Figure 2.

Vpr induces conversion of subcutaneous WAT to BAT-like phenotype. Ucp1 mRNA is increased in inguinal WAT of Vpr-Tg (n = 6–8) compared with WT (n = 5–8) mice (A) and in sVpr-treated (n = 7–8) compared with vehicle-treated (n = 7–8) mice (B). Ucp1 expression is similar in BAT of Vpr-Tg (n = 6–8) compared with WT (n = 5–8) mice (C) and in sVpr-treated (n = 7–8) compared with vehicle-treated (n = 7–8) mice (D). Protein expression of UCP1 is increased in iWAT of Vpr-Tg compared with WT mice (E) and in sVpr-treated compared with vehicle-treated mice (F).
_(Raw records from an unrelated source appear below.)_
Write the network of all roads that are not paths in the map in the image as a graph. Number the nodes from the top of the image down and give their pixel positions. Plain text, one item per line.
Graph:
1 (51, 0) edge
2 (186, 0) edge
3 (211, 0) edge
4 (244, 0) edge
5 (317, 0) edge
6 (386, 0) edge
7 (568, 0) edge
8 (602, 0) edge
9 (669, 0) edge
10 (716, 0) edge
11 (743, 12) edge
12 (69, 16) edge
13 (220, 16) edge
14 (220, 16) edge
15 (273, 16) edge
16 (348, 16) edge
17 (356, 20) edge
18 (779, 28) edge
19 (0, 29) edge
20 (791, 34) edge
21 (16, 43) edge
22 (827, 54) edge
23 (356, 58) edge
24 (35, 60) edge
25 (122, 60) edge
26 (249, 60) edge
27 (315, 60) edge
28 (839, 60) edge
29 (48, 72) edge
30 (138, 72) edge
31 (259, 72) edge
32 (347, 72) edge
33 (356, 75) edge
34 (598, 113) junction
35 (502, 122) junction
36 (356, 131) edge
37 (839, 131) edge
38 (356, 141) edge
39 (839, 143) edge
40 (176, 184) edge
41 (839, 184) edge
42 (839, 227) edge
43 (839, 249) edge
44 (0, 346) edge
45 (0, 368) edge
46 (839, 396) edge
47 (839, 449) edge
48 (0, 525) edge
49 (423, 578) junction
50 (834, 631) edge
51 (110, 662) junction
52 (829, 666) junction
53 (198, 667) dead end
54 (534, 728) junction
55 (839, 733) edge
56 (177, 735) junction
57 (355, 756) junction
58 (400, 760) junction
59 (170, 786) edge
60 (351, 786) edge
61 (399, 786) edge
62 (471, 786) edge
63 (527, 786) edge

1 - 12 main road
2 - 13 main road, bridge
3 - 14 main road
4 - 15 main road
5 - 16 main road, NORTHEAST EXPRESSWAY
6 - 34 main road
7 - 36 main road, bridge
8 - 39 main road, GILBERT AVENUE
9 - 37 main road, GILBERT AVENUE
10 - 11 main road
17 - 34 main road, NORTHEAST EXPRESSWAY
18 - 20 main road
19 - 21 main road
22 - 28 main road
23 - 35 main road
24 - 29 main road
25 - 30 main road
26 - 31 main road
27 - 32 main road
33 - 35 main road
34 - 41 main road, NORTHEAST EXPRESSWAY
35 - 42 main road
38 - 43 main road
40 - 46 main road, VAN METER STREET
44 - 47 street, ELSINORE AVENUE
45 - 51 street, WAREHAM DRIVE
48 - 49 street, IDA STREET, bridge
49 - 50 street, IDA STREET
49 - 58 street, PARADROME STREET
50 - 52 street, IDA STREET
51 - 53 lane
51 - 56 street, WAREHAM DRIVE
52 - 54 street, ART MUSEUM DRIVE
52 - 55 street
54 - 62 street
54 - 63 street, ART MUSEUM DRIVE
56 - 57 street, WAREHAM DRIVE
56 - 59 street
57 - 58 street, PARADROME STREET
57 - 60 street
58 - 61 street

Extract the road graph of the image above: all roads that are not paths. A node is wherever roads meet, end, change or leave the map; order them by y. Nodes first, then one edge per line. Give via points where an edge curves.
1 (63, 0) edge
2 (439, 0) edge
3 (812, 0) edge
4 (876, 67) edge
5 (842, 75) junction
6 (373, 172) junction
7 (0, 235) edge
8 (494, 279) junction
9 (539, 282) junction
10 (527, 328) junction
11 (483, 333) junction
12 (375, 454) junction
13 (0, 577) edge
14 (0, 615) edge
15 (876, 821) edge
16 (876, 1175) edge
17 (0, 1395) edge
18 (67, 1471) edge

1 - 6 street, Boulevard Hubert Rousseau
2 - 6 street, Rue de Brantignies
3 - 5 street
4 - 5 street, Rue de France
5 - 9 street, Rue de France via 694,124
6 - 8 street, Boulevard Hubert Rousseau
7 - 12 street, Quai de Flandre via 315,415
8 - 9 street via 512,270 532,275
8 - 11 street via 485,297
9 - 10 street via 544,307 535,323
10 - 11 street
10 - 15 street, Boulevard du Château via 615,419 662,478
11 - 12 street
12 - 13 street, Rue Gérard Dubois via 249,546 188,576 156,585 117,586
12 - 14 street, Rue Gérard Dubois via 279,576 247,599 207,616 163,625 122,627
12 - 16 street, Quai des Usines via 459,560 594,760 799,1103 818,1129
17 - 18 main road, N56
G: Hematoxylin-eosin (H&E) stain shows transformation to a BAT phenotype in iWAT of Vpr-Tg compared with WT mice and in sVpr-treated compared with vehicle-treated mice. H: UCP1 expression (immunohistochemistry) is increased in iWAT of Vpr-Tg compared with WT mice and sVpr-treated compared with vehicle-treated mice, and in BAT of sVpr-treated compared with vehicle-treated mice. Images were cropped at similar magnification. PC, positive control BAT. Two-tailed, unpaired t tests for unequal variance were used. P < 0.05 was considered significant. Values are mean ± SD. **P < 0.01.